Juan, dirigiéndose a Jesús, le dijo: “Maestro, hemos visto a uno que expulsaba demonios en tu Nombre y tratamos de impedírselo, porque no es de los nuestros”. Pero Jesús le dijo: “No se lo impidan, porque el que no está contra ustedes, está con ustedes”. San Lucas 9,46-50.

Un corazón libre de ambiciones

“El que recibe a uno de estos pequeños en mi Nombre”. ¿Por qué recibir los pequeños en nombre de Jesús?, ¿Porque ser como un niño y hacerse pequeño?

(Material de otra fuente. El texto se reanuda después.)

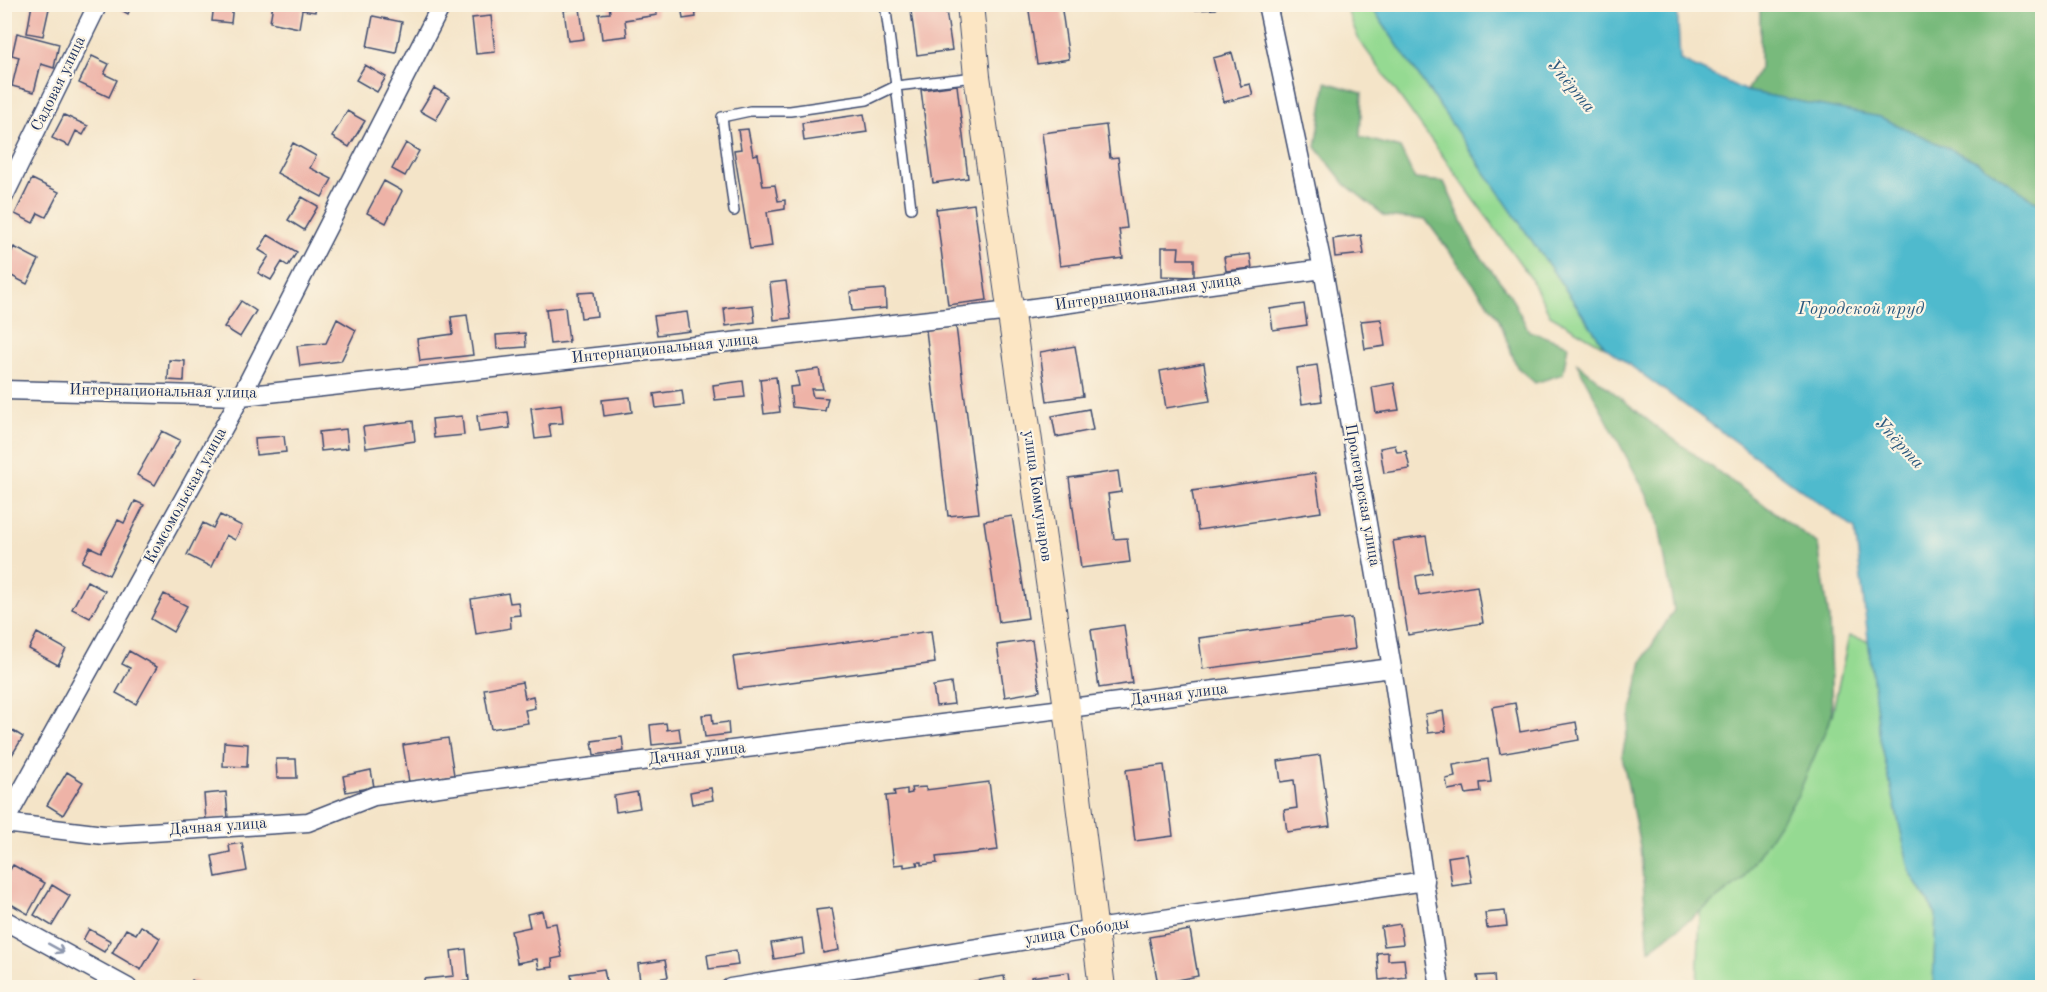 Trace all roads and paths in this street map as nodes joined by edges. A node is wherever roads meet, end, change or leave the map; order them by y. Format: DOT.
graph roads {
  1 [pos="98,4"];
  2 [pos="442,4"];
  3 [pos="885,4"];
  4 [pos="970,4"];
  5 [pos="1268,4"];
  6 [pos="977,76"];
  7 [pos="896,86"];
  8 [pos="4,196"];
  9 [pos="911,208"];
  10 [pos="734,211"];
  11 [pos="1323,269"];
  12 [pos="1011,311"];
  13 [pos="4,390"];
  14 [pos="241,396"];
  15 [pos="1392,668"];
  16 [pos="1068,708"];
  17 [pos="4,823"];
  18 [pos="1425,881"];
  19 [pos="4,920"];
  20 [pos="1095,929"];
  21 [pos="128,987"];
  22 [pos="730,987"];
  23 [pos="1102,987"];
  24 [pos="1440,987"];
  1 -- 8 [label="street, Садовая улица"];
  2 -- 14 [label="street, Комсомольская улица"];
  3 -- 7 [label="lane"];
  4 -- 6 [label="main road, улица Коммунаров"];
  5 -- 11 [label="street, Пролетарская улица"];
  6 -- 7 [label="lane"];
  6 -- 12 [label="main road, улица Коммунаров"];
  7 -- 9 [label="lane"];
  7 -- 10 [label="lane"];
  11 -- 12 [label="street, Интернациональная улица"];
  11 -- 15 [label="street, Пролетарская улица"];
  12 -- 14 [label="street, Интернациональная улица"];
  12 -- 16 [label="main road, улица Коммунаров"];
  13 -- 14 [label="street, Интернациональная улица"];
  14 -- 17 [label="street, Комсомольская улица"];
  15 -- 16 [label="street, Дачная улица"];
  15 -- 18 [label="street, Пролетарская улица"];
  16 -- 17 [label="street, Дачная улица"];
  16 -- 20 [label="main road, улица Коммунаров"];
  18 -- 20 [label="street, улица Свободы"];
  18 -- 24 [label="street, Пролетарская улица"];
  19 -- 21 [label="street, one-way"];
  20 -- 22 [label="street, улица Свободы"];
  20 -- 23 [label="main road, улица Коммунаров"];
} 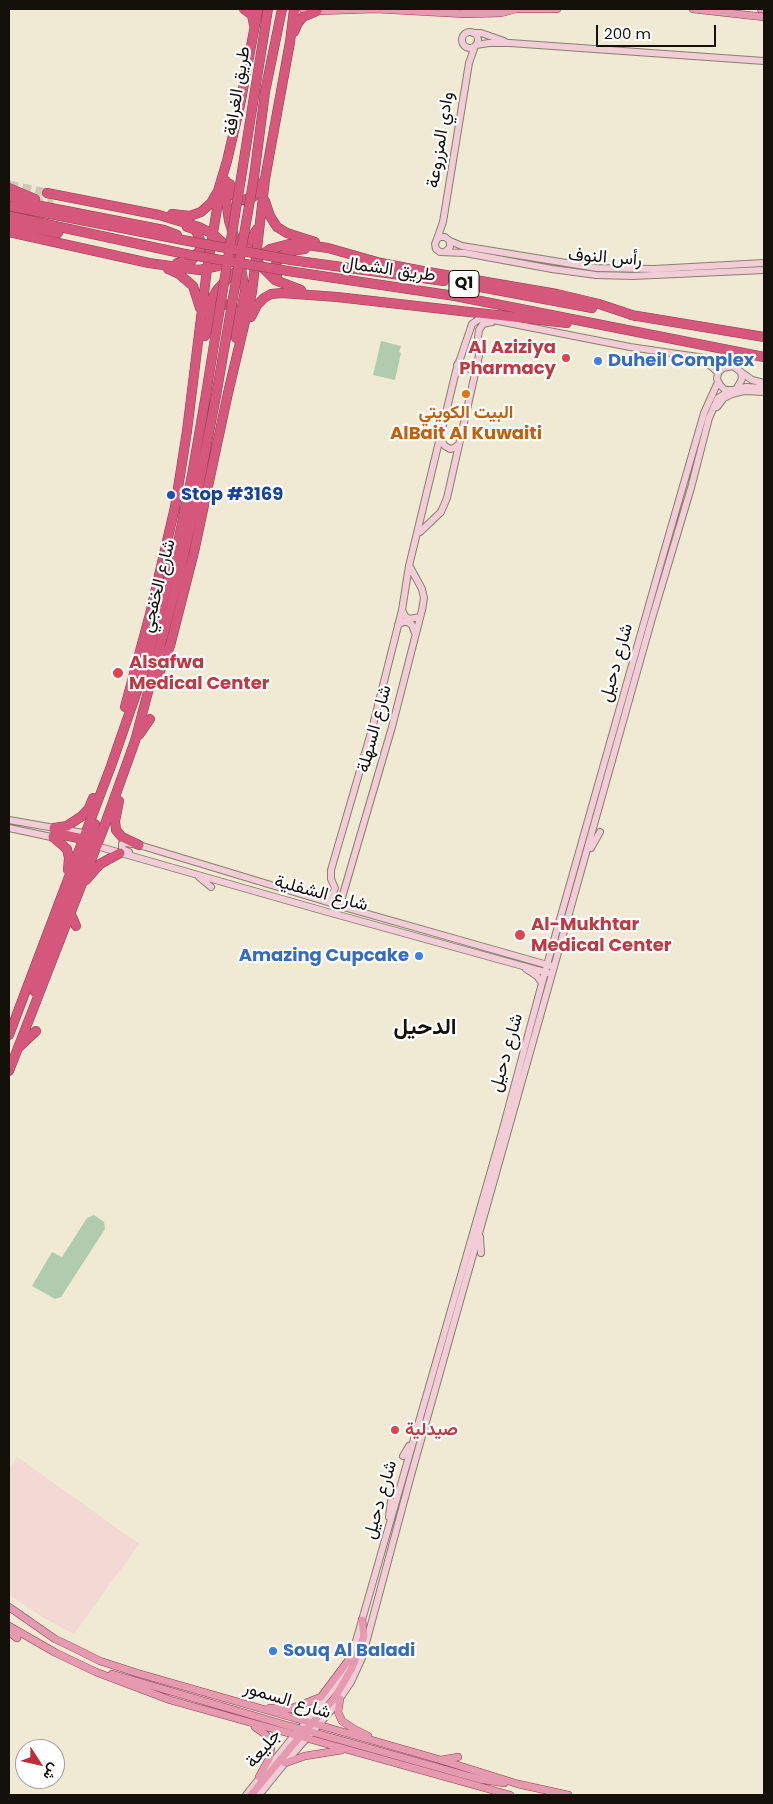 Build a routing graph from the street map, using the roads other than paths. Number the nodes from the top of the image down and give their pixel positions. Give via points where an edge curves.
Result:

El niño es un ser débil y humilde, que no posee nada, no tiene ambición, no conoce la envidia, no busca puesto privilegiados, no tiene nada que decir en la codicia de los adultos, el niño tiene conocimiento de su pequeñez y su debilidad. Es así como nos hace saber Jesús, que el más humilde será el más grande ante el Padre, porque su corazón está libre de ambiciones.

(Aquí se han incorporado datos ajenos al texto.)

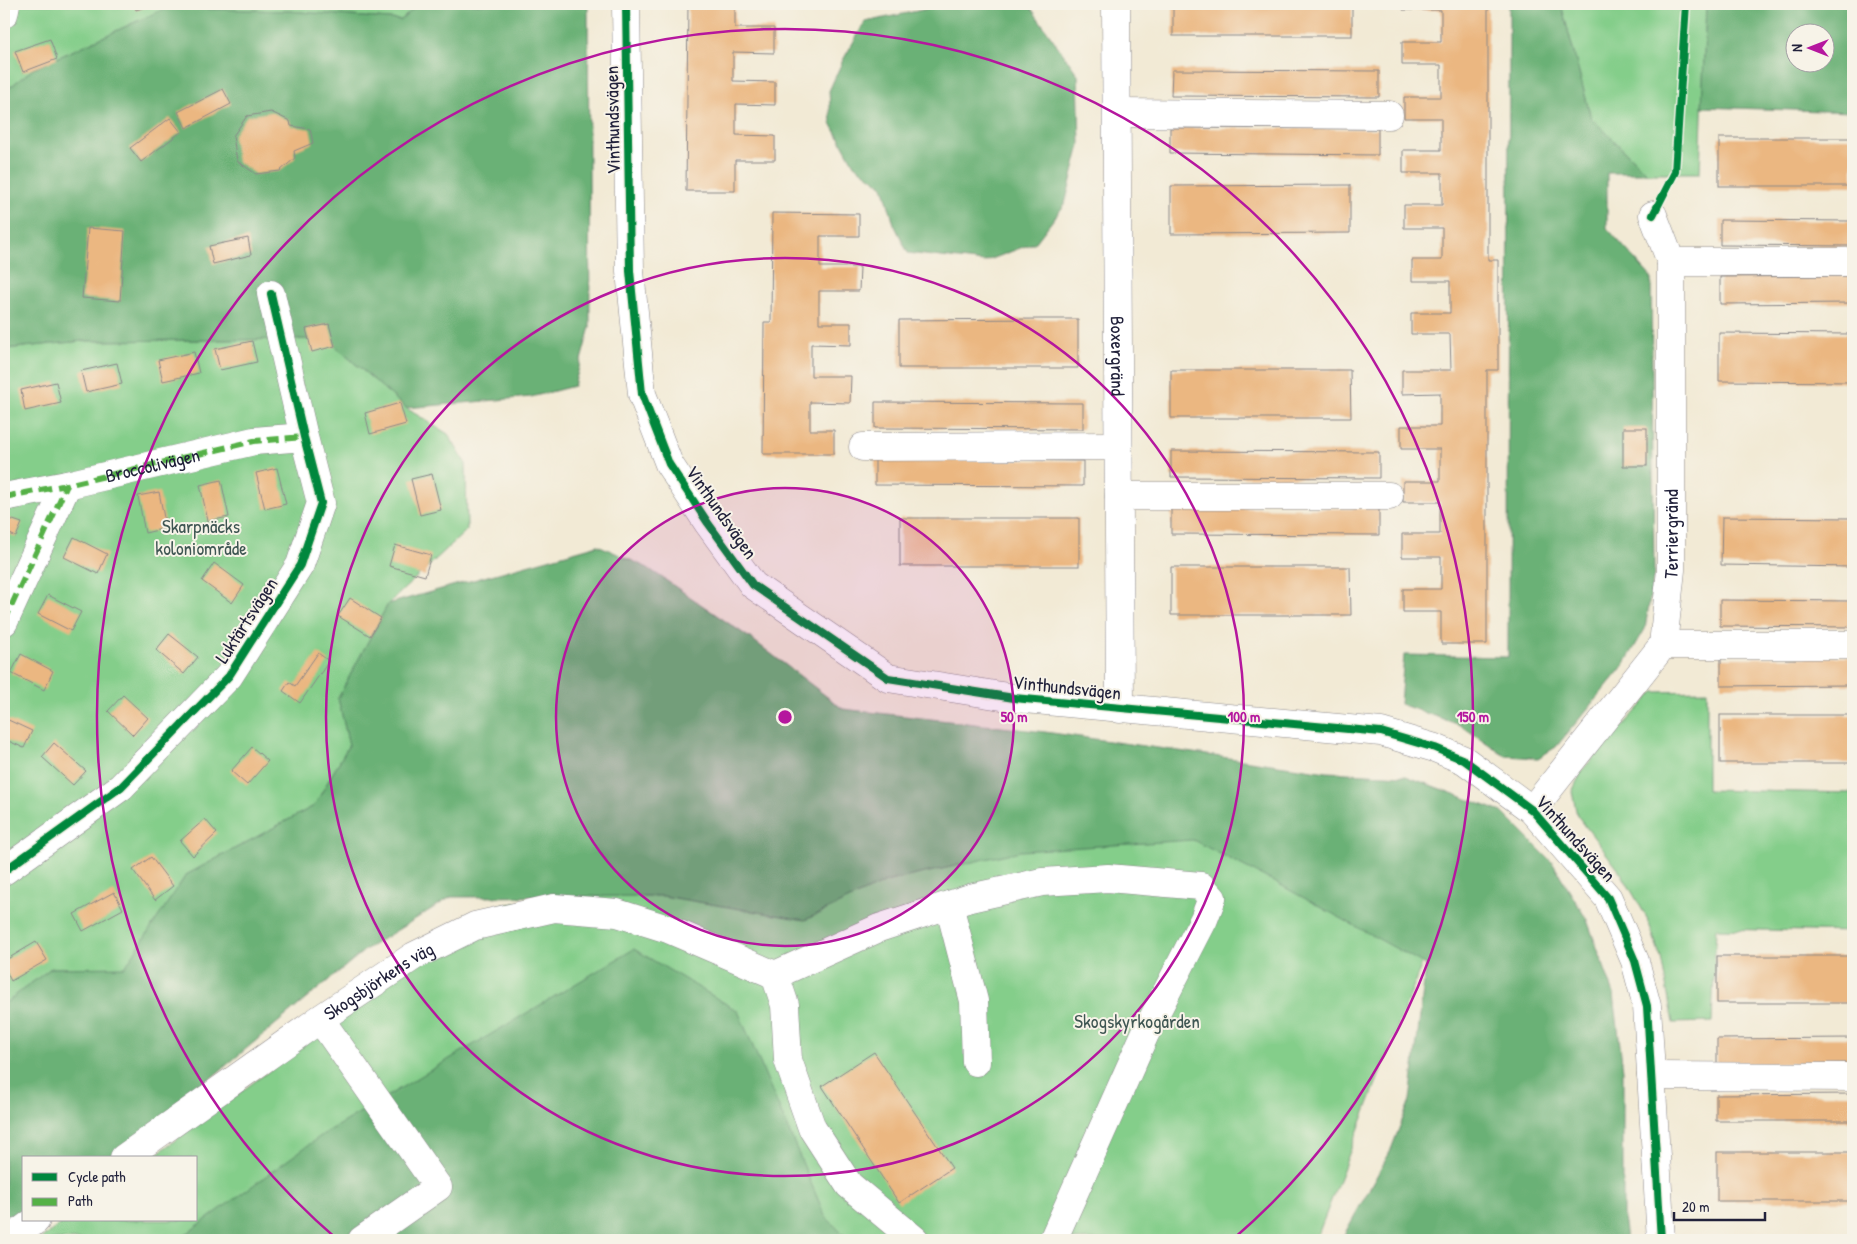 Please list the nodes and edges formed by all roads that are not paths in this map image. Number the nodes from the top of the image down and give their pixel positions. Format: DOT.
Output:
graph roads {
  1 [pos="6,4"];
  2 [pos="626,4"];
  3 [pos="1116,4"];
  4 [pos="4,14"];
  5 [pos="1117,113"];
  6 [pos="1389,116"];
  7 [pos="1653,215"];
  8 [pos="1670,262"];
  9 [pos="1853,262"];
  10 [pos="271,294"];
  11 [pos="304,437"];
  12 [pos="1118,446"];
  13 [pos="863,447"];
  14 [pos="67,485"];
  15 [pos="1119,496"];
  16 [pos="1389,496"];
  17 [pos="4,497"];
  18 [pos="4,622"];
  19 [pos="1853,644"];
  20 [pos="1663,645"];
  21 [pos="1120,709"];
  22 [pos="1532,810"];
  23 [pos="4,871"];
  24 [pos="949,905"];
  25 [pos="775,975"];
  26 [pos="320,1019"];
  27 [pos="976,1062"];
  28 [pos="1651,1076"];
  29 [pos="1853,1077"];
  30 [pos="127,1156"];
  31 [pos="33,1222"];
  32 [pos="9,1240"];
  33 [pos="362,1240"];
  34 [pos="915,1240"];
  35 [pos="1053,1240"];
  36 [pos="1661,1240"];
  1 -- 4 [label="street"];
  2 -- 21 [label="street, Vinthundsvägen"];
  3 -- 5 [label="street, Boxergränd"];
  5 -- 6 [label="street"];
  5 -- 12 [label="street, Boxergränd"];
  7 -- 8 [label="street, Terriergränd"];
  8 -- 9 [label="street"];
  8 -- 20 [label="street, Terriergränd"];
  10 -- 11 [label="street, Luktärtsvägen"];
  11 -- 14 [label="street, Broccolivägen"];
  11 -- 23 [label="street, Luktärtsvägen"];
  12 -- 13 [label="street"];
  12 -- 15 [label="street, Boxergränd"];
  14 -- 17 [label="street, Broccolivägen"];
  14 -- 18 [label="street"];
  15 -- 16 [label="street"];
  15 -- 21 [label="street, Boxergränd"];
  19 -- 20 [label="street"];
  20 -- 22 [label="street"];
  21 -- 22 [label="street, Vinthundsvägen"];
  22 -- 28 [label="street, Vinthundsvägen"];
  24 -- 25 [label="street"];
  24 -- 27 [label="street"];
  24 -- 35 [label="street"];
  25 -- 26 [label="street, Skogsbjörkens väg"];
  25 -- 34 [label="street"];
  26 -- 30 [label="street"];
  26 -- 33 [label="street, Skogsbjörkens väg"];
  28 -- 29 [label="street"];
  28 -- 36 [label="street, Vinthundsvägen"];
  31 -- 32 [label="street"];
}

El niño al igual que el pobre recibe con alegría lo que se le entrega cuando su necesidad depende de los demás. Ese es el sentido de ese “hacerse como los niños”, hacerse humilde y sencillo de corazón, empequeñecido en la sociedad respecto a los puestos de jerarquía, esa es condición de Jesús para seguirlo, “El que no renuncie a si mismo, no puede ser mi discípulo”

La autoridad como servicio

Jesús con paciencia dice: “el más pequeño de ustedes, ese es el más grande” “El que quiera ser el primero debe hacerse el último de todos y el servidor de todos”. Lo que dice el Señor ocurre en todos los ámbitos. El que pretende ejercer el mando, en cualquier orden de la actividad humana, debe saberse en función de servicio. Porque tener autoridad no es una cosa mala, como a veces parece insinuarse. No implica una actitud de orgullo. Por el contrario. Es estar para los demás. El que, por ejemplo, preside una familia, lo hace en beneficio de quienes integran su hogar. El que preside los destinos de una Nación, es alguien que debe ponerse al servicio de su pueblo. Por lo demás, estar en actitud de servicio en modo alguno significa abdicar la propia autoridad, sino, por el contra­rio, ejercerla. Porque el servicio especifico que le corresponde prestar a la autoridad es precisamente ser tal, ser autoridad de veras. El que no tiene a nadie bajo su mando fácilmente se torna egoísta, fácilmente piensa sólo en sí mismo. En cambio quien tiene a su cargo a otras personas, debe salir de sí, debe pensar en ellos, debe ponerse a su disposición, debe poner su talento de conductor en favor de los conducidos.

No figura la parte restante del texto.